Dal primo giugno dodici operatori precari delle politiche attive del lavoro legati all’Anpal Servizi, l’agenzia in house al cuore del sistema del cosiddetto «reddito di cittadinanza» – diventeranno disoccupati. Si troveranno nella stessa condizione di altri due colleghi ai quali non è stato rinnovato il contratto a tempo determinato il 20 maggio. «Siamo al paradosso: invece di formare i navigator e dare assistenza ai centri per l’impiego finiremo noi a chiedere il reddito» ha detto uno dei precari intervenuto al presidio organizzato ieri davanti alla sede centrale dell’agenzia in Via Guidubaldo del Monte a Roma da tutte le sigle sindacali: il sindacato di base autorganizzato Clap, il coordinamento dei precari, Cgil, Cisl e Uil. Un fatto nuovo in una vertenza importante che dura da mesi.

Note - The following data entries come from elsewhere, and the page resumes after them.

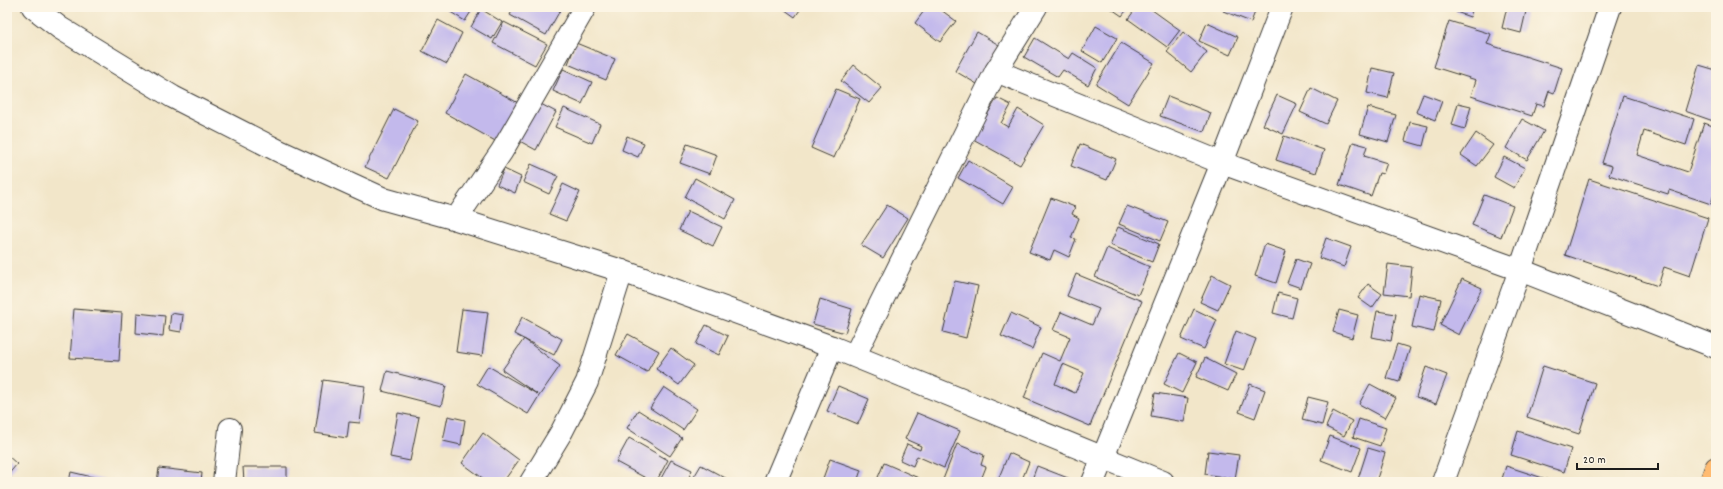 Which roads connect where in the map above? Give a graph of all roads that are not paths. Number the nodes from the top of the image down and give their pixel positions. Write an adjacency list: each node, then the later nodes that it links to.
1 (33, 7): 8 (street)
2 (585, 7): 8 (street)
3 (1036, 7): 6 (street)
4 (1282, 7): 7 (street)
5 (1610, 7): 9 (street)
6 (996, 71): 7 (street); 13 (street)
7 (1222, 163): 9 (street); 15 (street)
8 (456, 219): 10 (street)
9 (1520, 270): 12 (street); 22 (street)
10 (622, 271): 11 (street); 18 (street)
11 (832, 347): 13 (street); 19 (street)
12 (1716, 347)
13 (855, 355): 15 (street)
14 (230, 429): 17 (street)
15 (1101, 458): 20 (street); 21 (street)
16 (1716, 468): 23 (main road)
17 (224, 482)
18 (531, 482)
19 (775, 482)
20 (1092, 482)
21 (1163, 482)
22 (1442, 482)
23 (1711, 482)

QUESTO È SOLO UNO dei paradossi che il ministro del lavoro Di Maio, e Domenico Parisi, il presidente italo-americano dell’Anpal, non intendono al momento sciogliere. Siamo infatti all’inizio di una catena potenziale di eventi drammatici per 642 persone, di cui 520 collaboratori in scadenza l’anno prossimo e 122 lavoratori a tempo determinato. A partire da luglio, insieme all’assunzione dei tremila «navigator» il cui contratto scadrà tra due anni, formeranno l’agenzia con il record di precariato: il 90 per cento del personale. Se Di Maio e Parisi non decideranno di stabilizzare persone che, in molti casi, hanno esperienze decennali, si inizierà a parlare di «esuberi». Ecco la seconda devastante contraddizione che investe i tempi determinati. «Il decreto dignità doveva superare la precarietà a partire dalle aziende di stato – osserva il coordinamento dei precari – Anpal servizi è invece la dimostrazione che stiamo diventando disoccupati. È la prova che non si sta stabilizzando nelle aziende di stato».

NON È FINITA QUI: nei meandri caotici del neo-istituito «workfare» all’italiana che non tarderà a far conoscere gli aspetti autoritari, è prevista la stabilizzazione solo per circa 25 persone su 122 per un milione di euro. A tale fine è previsto un ennesimo un concorso che prefigura una competizione tra gli attuali «td» per prendere un posto che già hanno e per il quale hanno fatto altri concorsi. Ancora sconosciuto è l’uso che l’Anpal vuole fare di 25 milioni di euro già stanziati. Vanno usati per le stabilizzazioni dicono i precari che hanno ricevuto la solidarietà degli assessori al lavoro di Piemonte, Toscana, Umbria e Friuli, da Chiara Gribaudo e Teresa Bellanova del Pd, Annamaria Bernini (Forza Italia) Stefano Fassina (LeU) intervenuto al presidio. Parisi non li ha incontrati. Ieri i lavoratori sono stati ricevuti da delegati aziendali. La prossima settimana è previsto un nuovo incontro. Se le risposte non arriveranno per chi termina il contratto «continueremo la lotta, e metteremo in discussione l’assistenza tecnica ai beneficiari del reddito e ai centri per l’impiego» sostiene il coordinamento dei precari. In pratica: «Nuovi scioperi».

L’INCREDIBILE STORIA dei precari dell’Anpal è il simbolo di un sistema che produce precari a mezzo precari. L’interminabile serie di paradossi di cui sono involontari protagonisti è così riassumibile: chi aiuta i precari a cercare un lavoro, è più precario di loro e sembra destinato alla disoccupazione. E ancora: un sistema che, formalmente, è stato concepito per essere «contro il precariato», materialmente lo moltiplica. E, invece di eliminare i contratti precari, elimina i precari e ne crea di nuovi. È la vecchia legge che abbiamo conosciuto dagli anni Novanta. È stata dilatata a dismisura negli ultimi dieci grazie alla crisi: si aboliscono i precari, non la precarietà. Quest’ultima, come sarà evidente da qui a un anno, poco più o poco meno, sarà implementata a dismisura da quel sussidio pubblico in cambio di lavoro e mobilità obbligatoria chiamato «reddito di cittadinanza». Nel frattempo sarà entrato in funzione il sistema di digitalizzazione dei dati e piattaformizzazione della domanda e offerta di lavoro prefigurato dalla governance algoritmica e ispirata alle regole del lavoro digitale dei rider o l’e-commerce di Amazon. Se non funzionerà, aumenterà solo il tasso di disoccupazione. Nel frattempo sarà realizzata la più grande raccolta dati (data mining), di raffinamento (smart data) e profilazione si più di un milione di persone. Per ora. Viviamo in un sistema del capitalismo di piattaforma, e dei suoi duplicati statali, in cui nulla è casuale.